** DATA FOR THIS TASK follows **
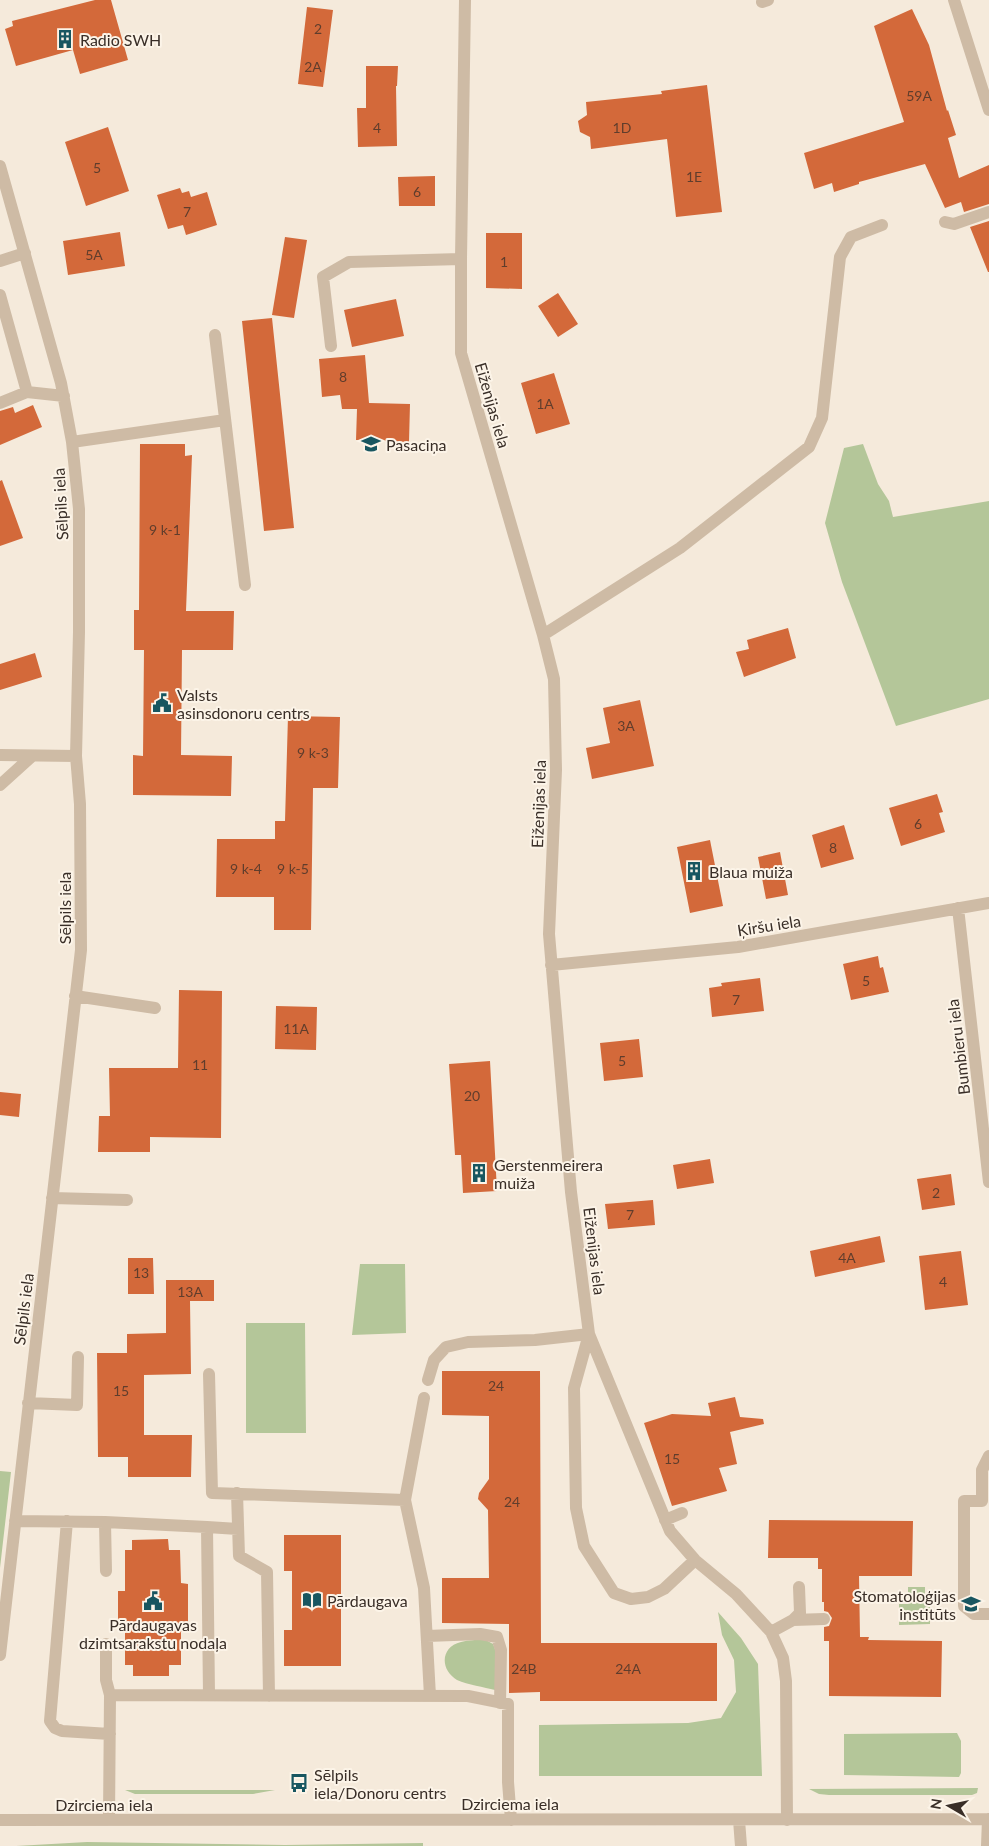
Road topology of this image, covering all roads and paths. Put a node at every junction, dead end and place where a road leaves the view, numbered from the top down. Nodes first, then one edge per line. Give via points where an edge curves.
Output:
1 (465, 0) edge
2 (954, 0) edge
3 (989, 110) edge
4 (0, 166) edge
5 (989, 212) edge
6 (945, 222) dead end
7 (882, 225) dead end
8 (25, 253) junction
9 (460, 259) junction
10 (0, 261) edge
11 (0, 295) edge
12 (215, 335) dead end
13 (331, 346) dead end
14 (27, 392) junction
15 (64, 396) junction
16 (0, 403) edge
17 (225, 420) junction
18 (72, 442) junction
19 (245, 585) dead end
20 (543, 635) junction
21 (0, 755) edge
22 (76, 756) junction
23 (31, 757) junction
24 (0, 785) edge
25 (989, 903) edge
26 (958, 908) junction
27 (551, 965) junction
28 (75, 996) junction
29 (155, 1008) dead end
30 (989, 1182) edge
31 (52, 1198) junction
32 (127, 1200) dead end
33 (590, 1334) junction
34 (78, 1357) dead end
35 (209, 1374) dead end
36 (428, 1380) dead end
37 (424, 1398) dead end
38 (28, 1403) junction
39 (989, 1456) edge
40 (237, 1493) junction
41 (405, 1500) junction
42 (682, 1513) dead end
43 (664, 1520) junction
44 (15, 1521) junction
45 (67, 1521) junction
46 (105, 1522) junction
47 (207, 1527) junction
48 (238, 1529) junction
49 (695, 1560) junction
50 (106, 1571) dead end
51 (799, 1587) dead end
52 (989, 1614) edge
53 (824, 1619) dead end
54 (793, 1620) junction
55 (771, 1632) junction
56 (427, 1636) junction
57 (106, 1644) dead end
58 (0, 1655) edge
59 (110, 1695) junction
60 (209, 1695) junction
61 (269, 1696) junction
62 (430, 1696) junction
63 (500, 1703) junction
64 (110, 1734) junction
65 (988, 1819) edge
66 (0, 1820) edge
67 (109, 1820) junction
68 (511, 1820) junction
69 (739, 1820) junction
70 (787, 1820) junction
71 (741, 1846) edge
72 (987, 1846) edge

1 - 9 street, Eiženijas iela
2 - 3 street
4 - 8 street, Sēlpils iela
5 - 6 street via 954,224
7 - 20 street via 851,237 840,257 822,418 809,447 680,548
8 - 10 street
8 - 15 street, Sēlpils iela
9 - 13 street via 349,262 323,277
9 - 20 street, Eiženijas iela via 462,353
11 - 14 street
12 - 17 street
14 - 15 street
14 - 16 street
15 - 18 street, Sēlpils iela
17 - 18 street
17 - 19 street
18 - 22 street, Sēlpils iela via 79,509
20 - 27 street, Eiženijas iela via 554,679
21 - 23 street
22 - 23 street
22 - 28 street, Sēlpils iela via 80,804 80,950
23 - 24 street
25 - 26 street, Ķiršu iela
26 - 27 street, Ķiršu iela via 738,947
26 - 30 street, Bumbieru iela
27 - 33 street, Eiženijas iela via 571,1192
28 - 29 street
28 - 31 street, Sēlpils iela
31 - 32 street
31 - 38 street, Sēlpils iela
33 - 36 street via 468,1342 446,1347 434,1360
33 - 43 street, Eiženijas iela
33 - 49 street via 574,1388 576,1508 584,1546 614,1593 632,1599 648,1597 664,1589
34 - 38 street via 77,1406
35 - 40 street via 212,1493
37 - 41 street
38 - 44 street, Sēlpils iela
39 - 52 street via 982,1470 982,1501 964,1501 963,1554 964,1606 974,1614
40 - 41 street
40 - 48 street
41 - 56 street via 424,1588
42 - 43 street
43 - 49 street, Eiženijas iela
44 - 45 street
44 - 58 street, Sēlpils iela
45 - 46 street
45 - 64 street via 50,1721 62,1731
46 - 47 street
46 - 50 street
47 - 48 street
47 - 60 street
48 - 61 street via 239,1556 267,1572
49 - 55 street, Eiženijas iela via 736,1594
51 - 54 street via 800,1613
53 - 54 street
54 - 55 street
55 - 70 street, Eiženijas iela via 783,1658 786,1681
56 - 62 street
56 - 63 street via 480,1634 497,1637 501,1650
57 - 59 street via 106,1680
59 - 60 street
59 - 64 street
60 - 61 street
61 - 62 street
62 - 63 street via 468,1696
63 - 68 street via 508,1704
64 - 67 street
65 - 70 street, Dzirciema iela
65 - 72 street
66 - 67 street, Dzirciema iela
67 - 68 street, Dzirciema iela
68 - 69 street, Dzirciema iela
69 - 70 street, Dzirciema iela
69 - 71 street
** End of DATA FOR THIS TASK **
TASK DIRECTIONS = Every line of the listing that includes the word "Ķiršu" belongs in the answer.

TASK SOLUTION =
25 - 26 street, Ķiršu iela
26 - 27 street, Ķiršu iela via 738,947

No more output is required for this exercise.